パルデアの大穴の警備を行ってる人だと分かった。
俺はタクシー運転手さんに
「すみませんここで下ろしてください。あの人とは自分が話します」
と伝えてゼロゲートへのトンネルの手前で下ろしてもらった。
そして、そこへ先程俺に警告を出してた警備の人を乗せたイキリンコ牽引車がゆっくり降りてきた。
俺は牽引車から降りてきた警備員さんに「お疲れ様です」と会釈する。
すると向こうも俺に気付いて、俺の方へ歩み寄って来る。
「君は確か!……パルデアチャンピオンのデルタくん!どうしてここに?」
と聞かれたので、俺は「はい。実は友達のお使いで来ました」と言うと丁度
「お〜い!デルター!お疲れちゃんだぜ〜!」
とゼロゲートに繋がってるトンネルから手を振って走ってくるペパーの姿があった。
「ほいペパー、これ」
俺はペパーにサンドイッチの具材を渡した。
ペパーは「おぉ!サンキューちゃんだぜ!」と言って俺に代金を渡す。
このやり取りを見てた警備員さんは
「なるほど、そういう事だったんだね」
と納得してくれた。
するとペパーが俺に言ってきた。
「なぁデルタ!俺、エリアゼロでマフィティフや他のポケモン達と特訓するんだけどお前も来ないか!?」
ペパーの誘いに俺は少し考えた。
(まぁ……暇だし……行ってみるか)
俺は「いいよ」と言って、ペパーと一緒にエリアゼロへ行こうとした所で警備員さんに呼び止められた。

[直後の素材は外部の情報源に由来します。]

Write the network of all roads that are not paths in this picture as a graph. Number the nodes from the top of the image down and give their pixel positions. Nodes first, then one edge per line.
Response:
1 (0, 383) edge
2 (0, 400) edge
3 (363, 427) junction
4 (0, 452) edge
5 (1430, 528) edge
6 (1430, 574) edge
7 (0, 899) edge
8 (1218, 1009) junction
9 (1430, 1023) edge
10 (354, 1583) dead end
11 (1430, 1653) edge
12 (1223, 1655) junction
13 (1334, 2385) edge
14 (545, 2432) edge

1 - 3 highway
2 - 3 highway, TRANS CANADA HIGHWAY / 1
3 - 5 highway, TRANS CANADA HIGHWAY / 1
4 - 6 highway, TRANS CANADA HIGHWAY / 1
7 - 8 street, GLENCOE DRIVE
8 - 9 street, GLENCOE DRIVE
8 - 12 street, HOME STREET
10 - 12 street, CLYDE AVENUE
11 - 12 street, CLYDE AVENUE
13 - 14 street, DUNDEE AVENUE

「あーちょっとごめんね。デルタくん……ペパーくんはエリアゼロの立ち入り許可証が出てるから入れるんだけど……君は?」
と聞いてきた。
警備員さんの質問に俺ではなくペパーが
「おいおい、俺が入れるのにデルタが入れないなんてことないだろ?」
と何故か俺に言って来た。
警備員さんは「う〜ん……」と悩んだ。
「でもなぁ……いくら君がチャンピオンだからって、もし何かあったら……」
警備員さんが悩んでいるが、俺はペパーと警備員さん2人に言った。
「じゃあ今からポケモンリーグに行って、エリアゼロの侵入許可証を貰ってくるよ」
俺の言葉を聞いて警備員さんは「それがいいね」と賛成した。
ペパーは「分かったちゃんだぜ!んじゃあデルタが来るの待ってるからな!」と言ってきた。
俺は
「待ってたら時間もったいないだろ?」
と突っ込んだ。
するとペパーは
「それもそうだな!んじゃ行ってくるぜ!」
と言ってゼロゲートへと走って行こうとした所で「デルタさん」と声がした。